Puerto Rico Electric Says Bondholders Need to Pay Up This Timeby
Power authority says lending milestones were satisfied
Prepa debt restructuring accord at risk of termination
In an unusual twist of events, one of Puerto Rico’s main municipal-debt issuers is saying that bondholders must make good on a pledge to help fund a restructuring agreement or the accord risks falling apart.
A bond-purchase agreement between the Puerto Rico Electric Power Authority, a group of bondholders and bond-insurance companies will expire Thursday unless the creditors give Prepa, as the utility’s known, $111 million or the pact is extended. The agreement is part of Prepa’s larger debt restructuring deal. Without a bond-purchase agreement, the overall $9 billion restructuring plan would expire.

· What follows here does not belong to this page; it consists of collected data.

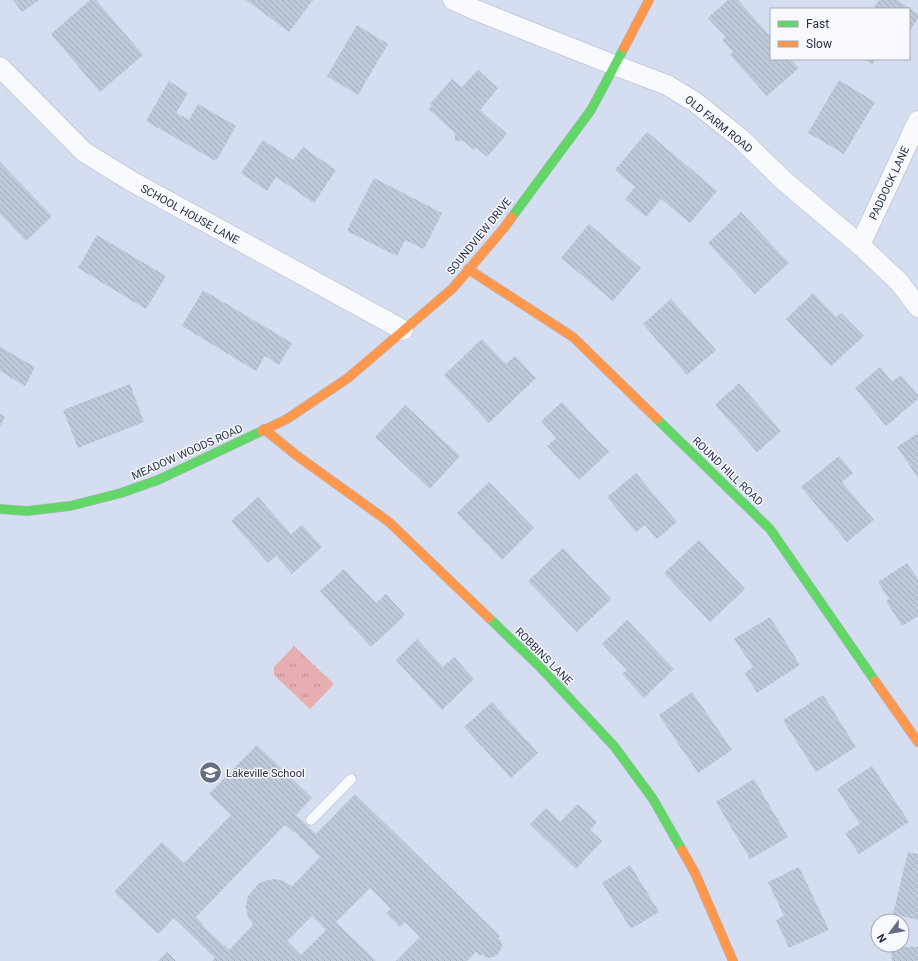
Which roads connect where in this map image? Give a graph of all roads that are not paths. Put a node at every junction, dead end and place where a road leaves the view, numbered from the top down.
1 (453, 0) edge
2 (649, 0) edge
3 (614, 65) junction
4 (0, 67) edge
5 (918, 121) edge
6 (860, 245) junction
7 (468, 269) junction
8 (918, 307) edge
9 (403, 330) junction
10 (264, 430) junction
11 (0, 509) edge
12 (918, 742) edge
13 (351, 779) dead end
14 (311, 820) dead end
15 (733, 961) edge

1 - 3 street, OLD FARM ROAD
2 - 3 street, SOUNDVIEW DRIVE
3 - 6 street, OLD FARM ROAD
3 - 7 street, SOUNDVIEW DRIVE
4 - 9 street, SCHOOL HOUSE LANE
5 - 6 street, PADDOCK LANE
6 - 8 street, OLD FARM ROAD
7 - 9 street, SOUNDVIEW DRIVE
7 - 12 street, ROUND HILL ROAD
9 - 10 street, SOUNDVIEW DRIVE
10 - 11 street, MEADOW WOODS ROAD
10 - 15 street, ROBBINS LANE
13 - 14 lane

An ad-hoc group of investors holding about 35 percent of the power utility’s securities and bond-insurance companies agreed in December to buy $111 million of three-year Prepa bonds if the utility paid in full $196 million of principal and interest due Jan. 1, which it did. Puerto Rico lawmakers passed a debt moratorium in April that allows Governor Alejandro Garcia Padilla to skip debt-service payments on all island debt. Prepa’s creditors are reluctant to lend the utility more money unless Puerto Rico lawmakers amend the moratorium law to exempt Prepa.
A Prepa restructuring would be the largest ever in the $3.7 trillion municipal-bond market. The proposal would help lower the utility’s debt and modernize a system that relies on oil to produce electricity. Hedge funds, bond insurers and mutual funds have been working with Prepa on a way to restructure its obligations since August 2014. That’s when the parties first entered into a forbearance agreement to keep negotiations out of court after the utility raided reserve funds to pay for fuel.

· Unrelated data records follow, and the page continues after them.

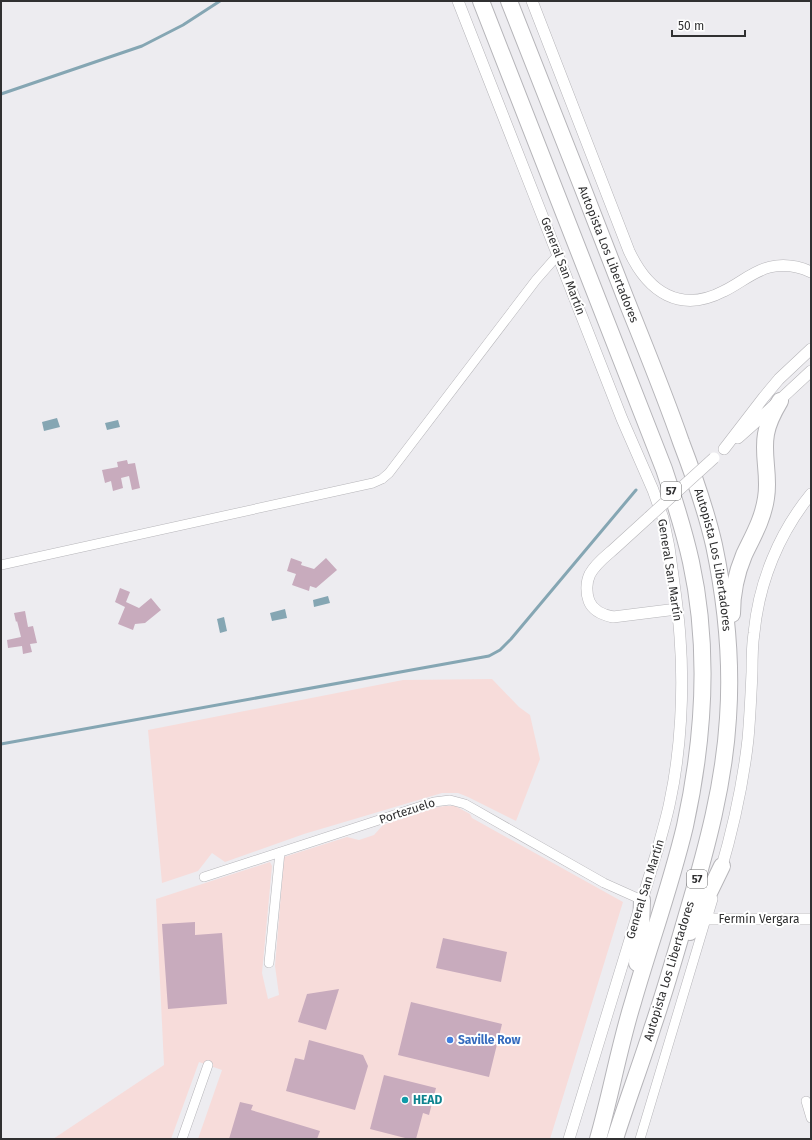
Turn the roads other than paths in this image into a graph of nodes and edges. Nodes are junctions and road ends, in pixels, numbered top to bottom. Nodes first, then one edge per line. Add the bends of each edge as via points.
1 (458, 1) edge
2 (481, 1) edge
3 (509, 1) edge
4 (532, 1) edge
5 (558, 255) junction
6 (811, 272) edge
7 (811, 349) edge
8 (811, 371) edge
9 (780, 401) junction
10 (724, 449) junction
11 (811, 494) edge
12 (1, 565) edge
13 (677, 609) junction
14 (729, 668) junction
15 (280, 852) junction
16 (722, 866) junction
17 (204, 877) dead end
18 (642, 900) junction
19 (706, 919) junction
20 (811, 919) edge
21 (269, 963) dead end
22 (669, 973) junction
23 (632, 1004) junction
24 (208, 1065) dead end
25 (806, 1101) dead end
26 (811, 1118) edge
27 (182, 1139) edge
28 (569, 1139) edge
29 (598, 1139) edge
30 (615, 1139) edge
31 (640, 1139) edge

1 - 5 street, General San Martín
2 - 23 highway, Autopista Los Libertadores / 57 via 664,469 686,541 695,585 703,675 702,715 696,768 679,850
3 - 14 highway, Autopista Los Libertadores / 57 via 664,396 698,490 720,576
4 - 6 street via 629,251 648,281 670,296 692,300 724,292 769,267 785,265
5 - 12 street via 531,286 390,473 382,480
5 - 13 street, General San Martín via 658,504 668,540
7 - 10 street via 764,397
8 - 9 street
9 - 10 street
9 - 14 highway via 769,422 766,435 768,477 764,508 758,528 740,566 733,594
10 - 13 street, bridge via 601,560 587,583 592,606 604,615 613,617
11 - 16 street via 782,538 759,600 743,777
13 - 18 street, General San Martín via 681,687 676,761 665,822
14 - 22 highway, Autopista Los Libertadores / 57 via 727,725 718,791 700,870
15 - 17 street, Portezuelo
15 - 18 street, Portezuelo via 434,802 450,800 465,804 604,882
15 - 21 street
16 - 19 street
16 - 22 highway
18 - 23 highway
18 - 28 street, General San Martín
19 - 20 street, Fermín Vergara
19 - 31 street
22 - 30 highway, Autopista Los Libertadores / 57
23 - 29 highway, Autopista Los Libertadores / 57
24 - 27 street
25 - 26 street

The parties have extended the bond-purchase agreement before. Puerto Rico has satisfied two key milestones for the bond sale to proceed, Prepa said in a statement Tuesday. First, lawmakers passed legislation in February to give Prepa the authority to execute the restructuring deal and second, the utility on April 7 filed a proposed customer surcharge to the island’s energy commission.
“Conditions required for creditors to fund the $111 million bond purchase under Prepa’s restructuring support agreement and related documents have been satisfied, and as a result such creditors are required to fund the $111 million bond purchase on May 12, 2016,” the utility said in the statement. “Prepa paid $111 million in interest to these creditors in January 2016 in reliance on the creditors’ agreement to re-lend the same amount if two important milestones in Prepa’s restructuring occurred.”
The obligation of creditors to buy the three-year bonds is subject to several conditions being fully satisfied, according to a Jan. 28 update to Prepa’s restructuring deal. One condition is that no Puerto Rico statue enacted after the agreement shall have an adverse affect on the rights and remedies of the 2016 bonds or their validity or enforceability, according to the document.
Dan Zacchei, a representative in New York at Sloane & Co. for the ad-hock bondholder group, declined to comment on Prepa’s statement. Greg Diamond, a spokesman for MBIA, and Ashweeta Durani, spokeswoman for Assured Guaranty, didn’t have a comment on the statement.
The $111 million of bonds will carry a 10 percent coupon and mature July 2019. An ad-hock group of bondholders would buy $65 million of the bonds and MBIA Inc. and Assured Guaranty Ltd. would purchase $50 million, according to the debt-restructuring accord.
Puerto Rico’s Senate declined to vote Monday on a House bill that would remove Prepa from the debt moratorium law. The governor used that law when the Government Development Bank on May 2 defaulted on $370 million, the largest such payment failure to date for the island.
The ad-hock group late Monday offered to deposit $61 million in an escrow account to fund the bond-purchase agreement and extend the termination deadline to May 31 or until island lawmakers amend the commonwealth’s debt-moratorium law.
Prepa’s restructuring plan would reduce what it owes by $600 million and offer debt-service relief for five years of more than $700 million. Bondholders would take a 15 percent loss on their securities by exchanging them for bonds repaid with a new customer fee, called a securitization charge. The island’s energy commission is reviewing that proposed fee.